All of this could be verified at this year's concert at the Ljubljana Festival (it was not the first time Ute Lemper had come to Ljubljana), but this time's print left a different feeling than the records recorded three decades ago. The crack in Ute Lemper's voice is now, however, significantly bigger. If in the 1990s the latter could be understood as a shift towards expression, a tendency towards the purely human, now the pronounced colour shift between registers can already be understood as a weariness of the voice, even a less endearing accentuated vibrato. In the middle leagues, in the narrow ambituses, her voice can still sound attractive, full of content, sensuous-emotional in the ground, but as soon as it opens up to the higher leagues and also to dramatic exuberance - and that is where the singer's personality often wants to reach - it becomes too scratchy and hoarsely tightened. Of course, such a register shift can also be interpreted as a highly interpretative note, as a rebellion, a social critique, a kind of cabaret pose, and the singer, with her timetable, especially in the first part, has tried to play on this very content. It was precisely in this, in the unforced linking of the individual songs, in which she opened up glimpses of the time of the Weimar Republic and partly also of Broadway, that she proved to be at her strongest, able to link the present topical moment with the difficult experiences of the past.

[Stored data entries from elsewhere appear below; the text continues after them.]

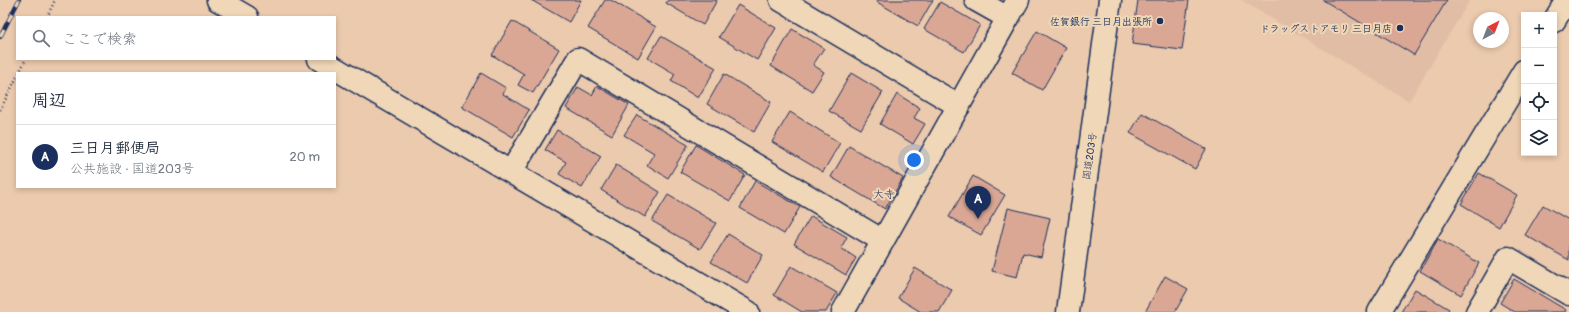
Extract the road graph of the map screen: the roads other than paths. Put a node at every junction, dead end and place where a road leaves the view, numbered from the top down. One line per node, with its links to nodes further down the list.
1 (218, 0): 7 (main road)
2 (781, 0): 11 (main road)
3 (976, 0): 6 (main road)
4 (1110, 0): 17 (main road, 国道203号)
5 (1567, 0): 8 (main road)
6 (1013, 9): 11 (main road)
7 (245, 16)
8 (1557, 16)
9 (320, 60): 12 (main road)
10 (1521, 76): 18 (main road)
11 (959, 106): 13 (main road)
12 (511, 172): 13 (main road); 15 (main road)
13 (883, 241): 16 (main road)
14 (1569, 294): 19 (main road)
15 (748, 312)
16 (843, 312)
17 (1068, 312)
18 (1379, 312)
19 (1477, 312)

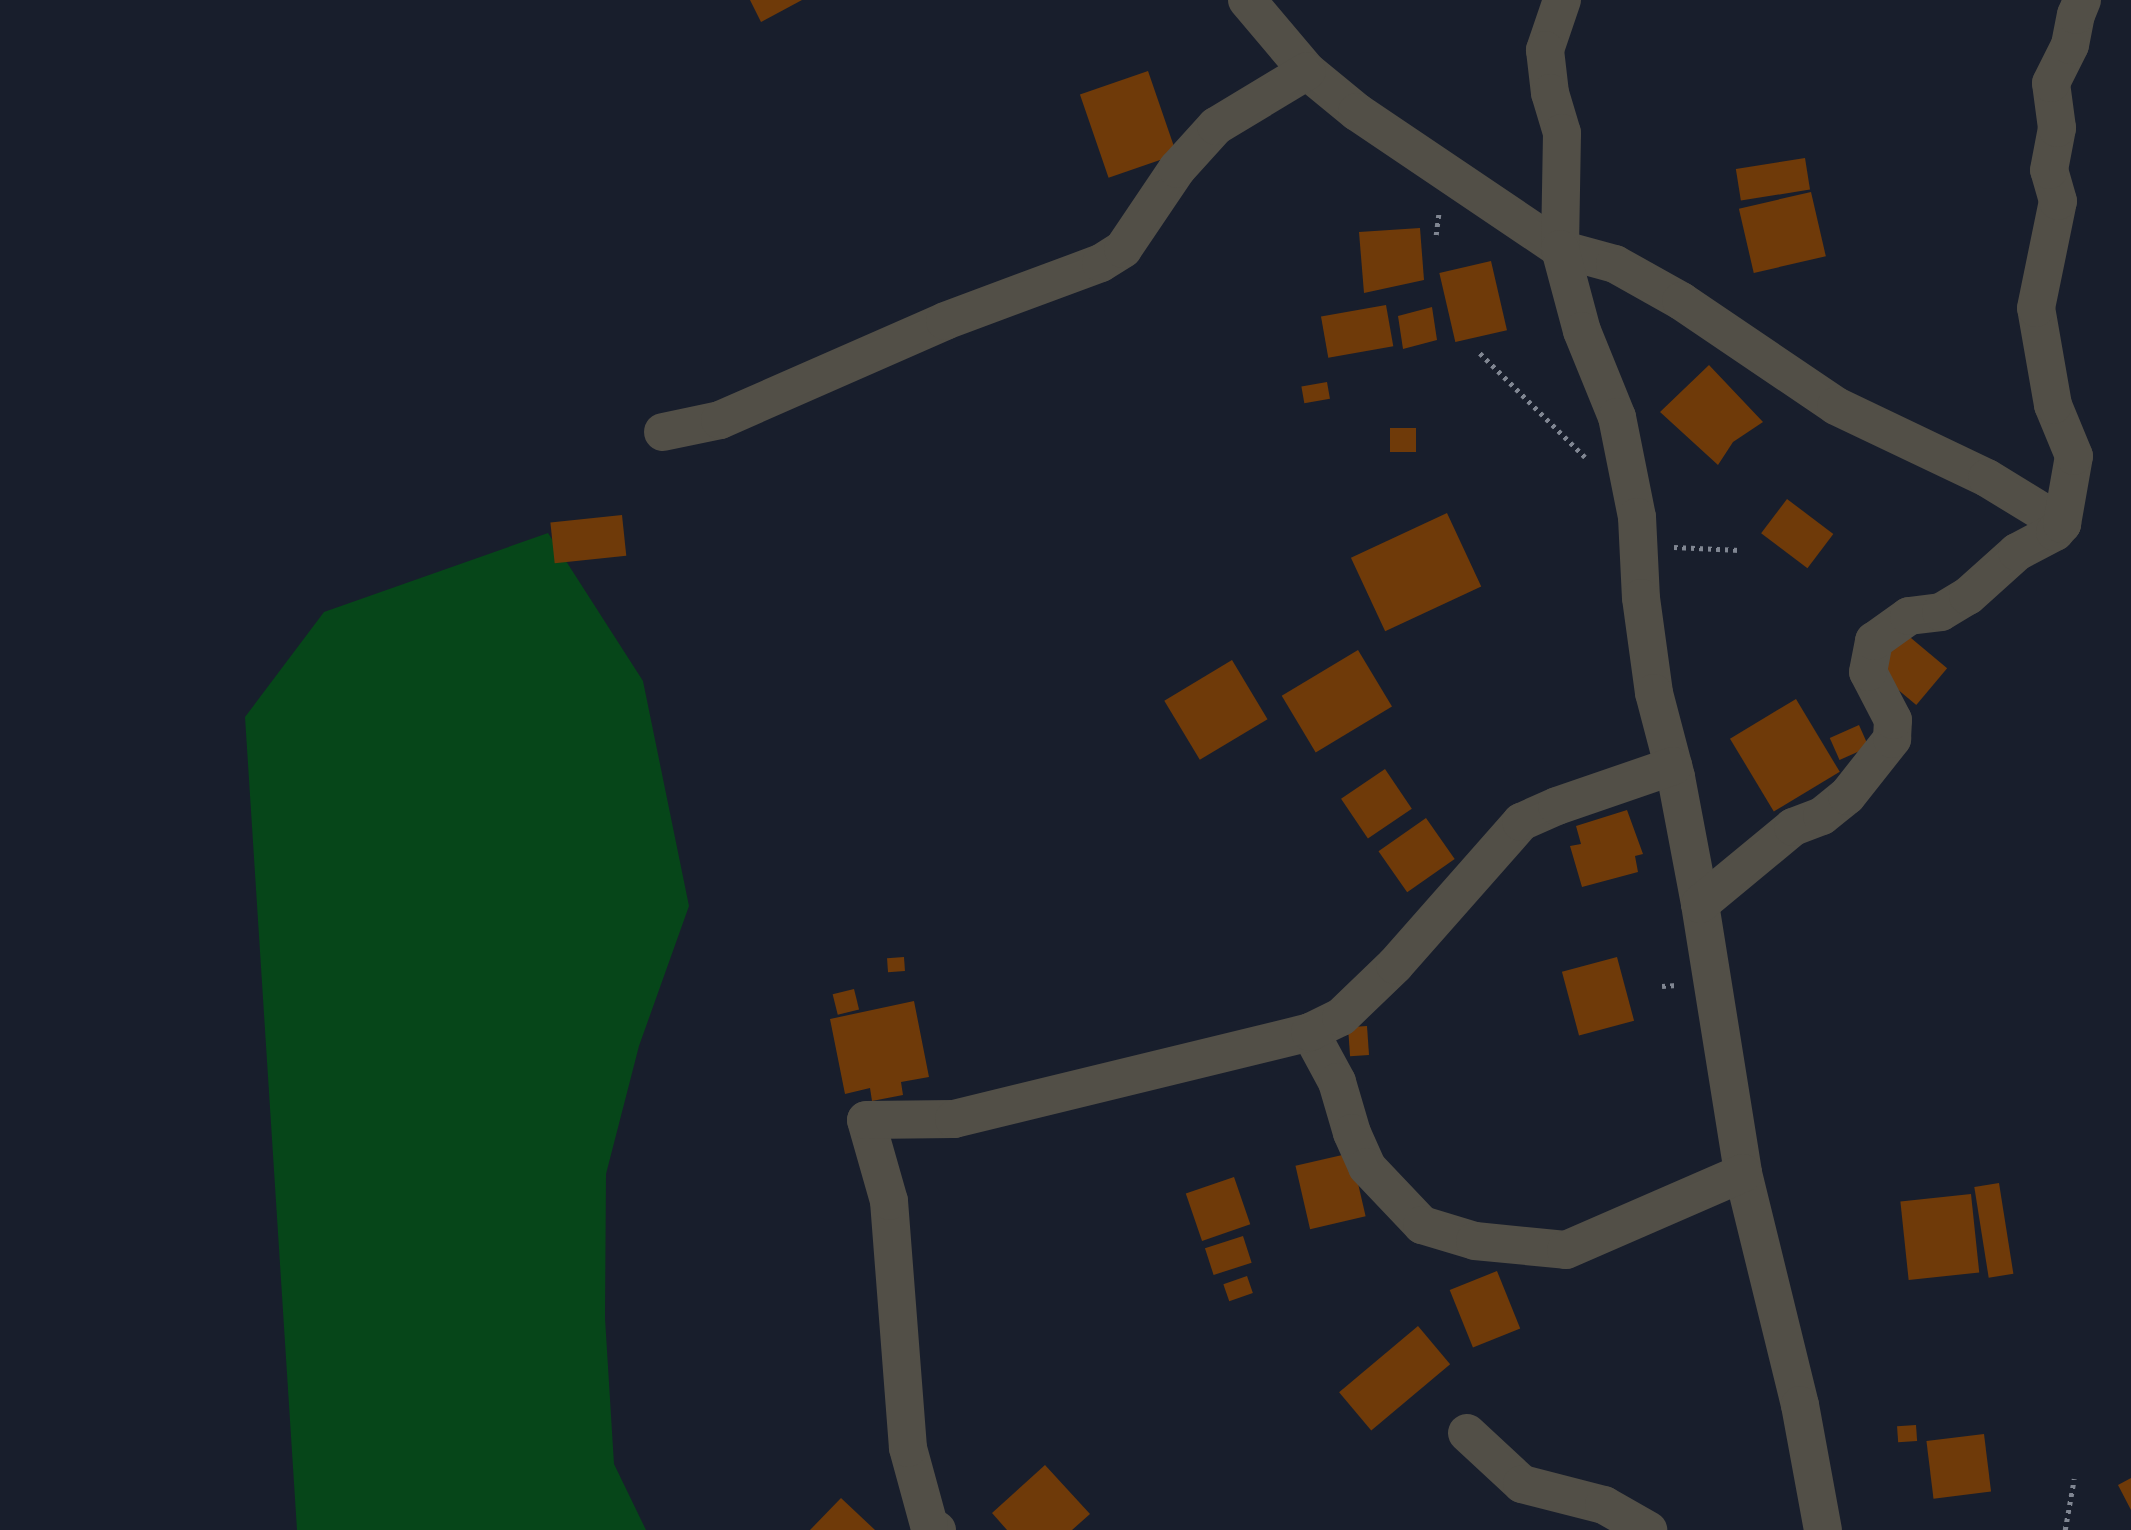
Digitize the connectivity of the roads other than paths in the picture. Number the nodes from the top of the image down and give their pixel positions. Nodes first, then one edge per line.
1 (1247, 0) edge
2 (1562, 0) edge
3 (2082, 0) edge
4 (1307, 71) junction
5 (1560, 249) junction
6 (663, 432) dead end
7 (2062, 524) junction
8 (1673, 765) junction
9 (1700, 904) junction
10 (1310, 1032) junction
11 (1743, 1172) junction
12 (1467, 1433) dead end
13 (937, 1530) edge
14 (1648, 1530) edge
15 (1823, 1530) edge

1 - 4 street
2 - 5 street
3 - 7 street
4 - 5 street
4 - 6 street
5 - 7 street
5 - 8 street
7 - 9 street
8 - 9 street
8 - 10 street
9 - 11 street
10 - 11 street
10 - 13 street
11 - 15 street
12 - 14 street

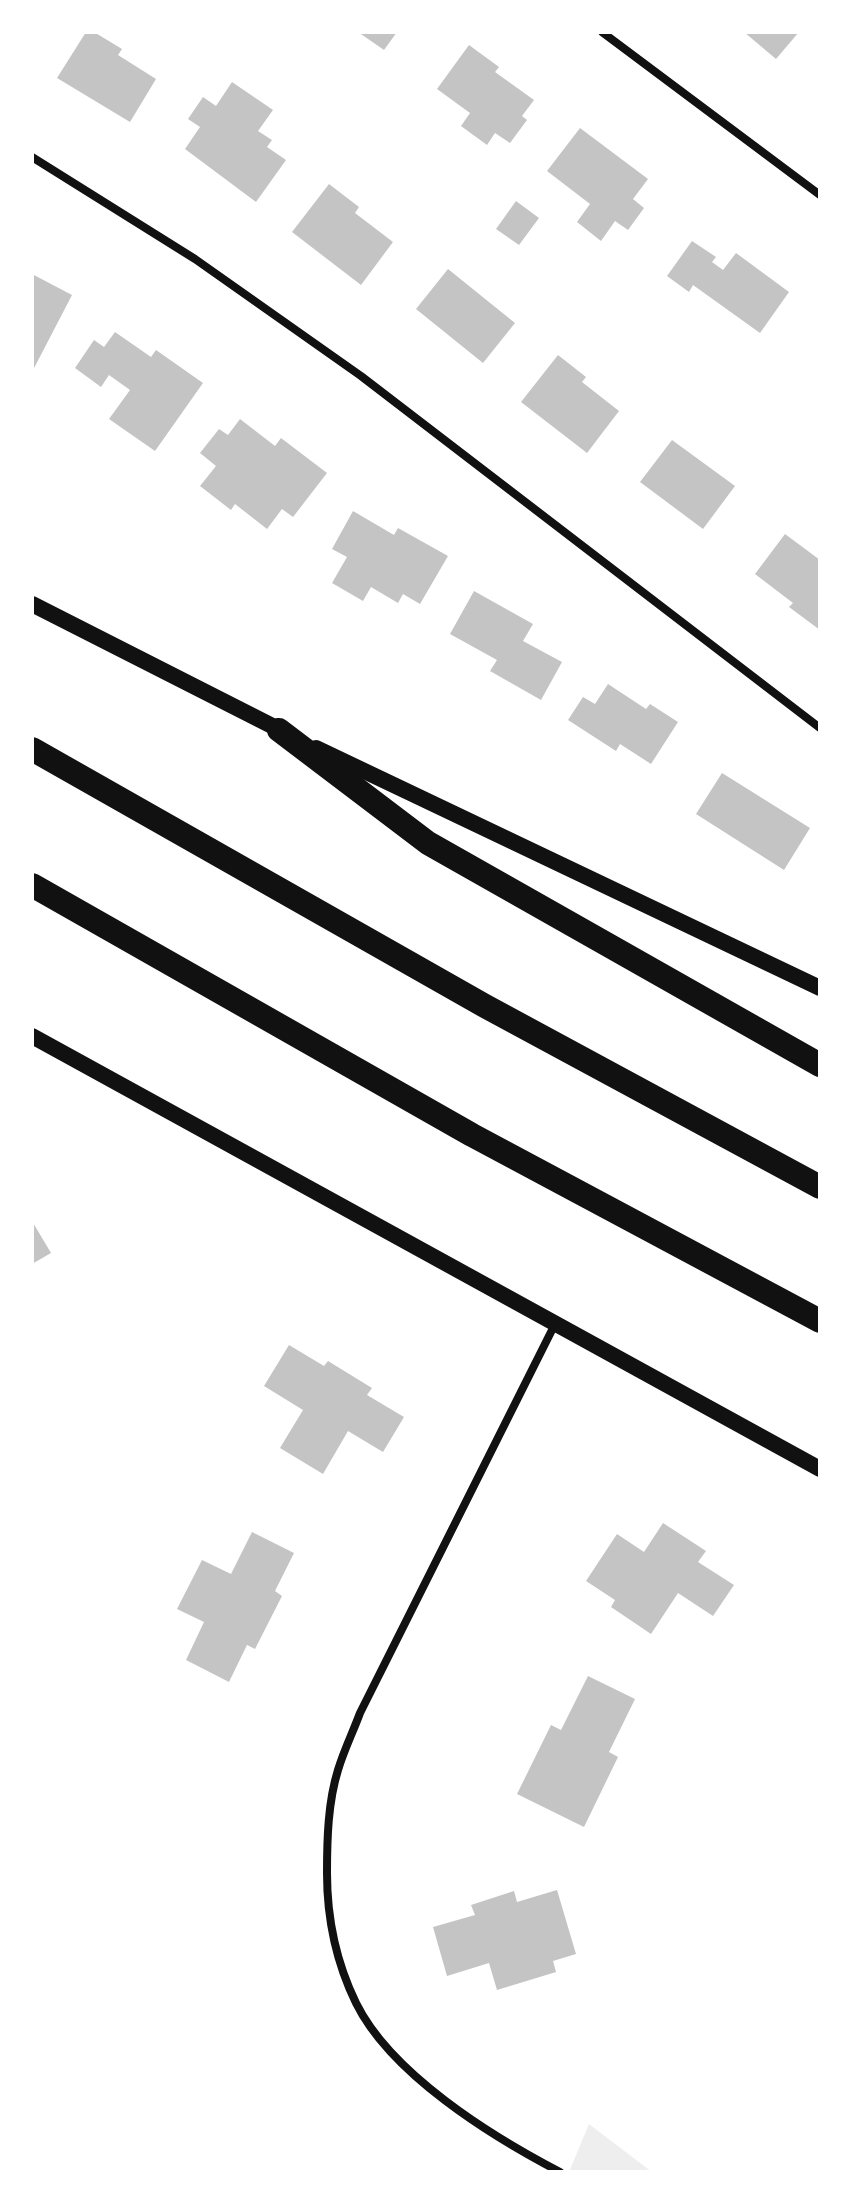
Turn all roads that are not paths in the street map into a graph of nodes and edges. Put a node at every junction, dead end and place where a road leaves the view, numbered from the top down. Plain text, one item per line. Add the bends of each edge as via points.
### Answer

But over time, when Weill stood alongside Ebb, Piazzolla and Brel - quite diverse composers, after all - the interpretative settings sounded all too similar and depended on the basic specifics and condition of the singer's voice. Ute Lemper did indeed lavish herself on the audience - in all the concert lasted almost three hours - but perhaps a shorter schedule, especially focusing on Weill where the vocal impurities can be cleverly instrumentalised, would have brought even more vocal-musical pleasures.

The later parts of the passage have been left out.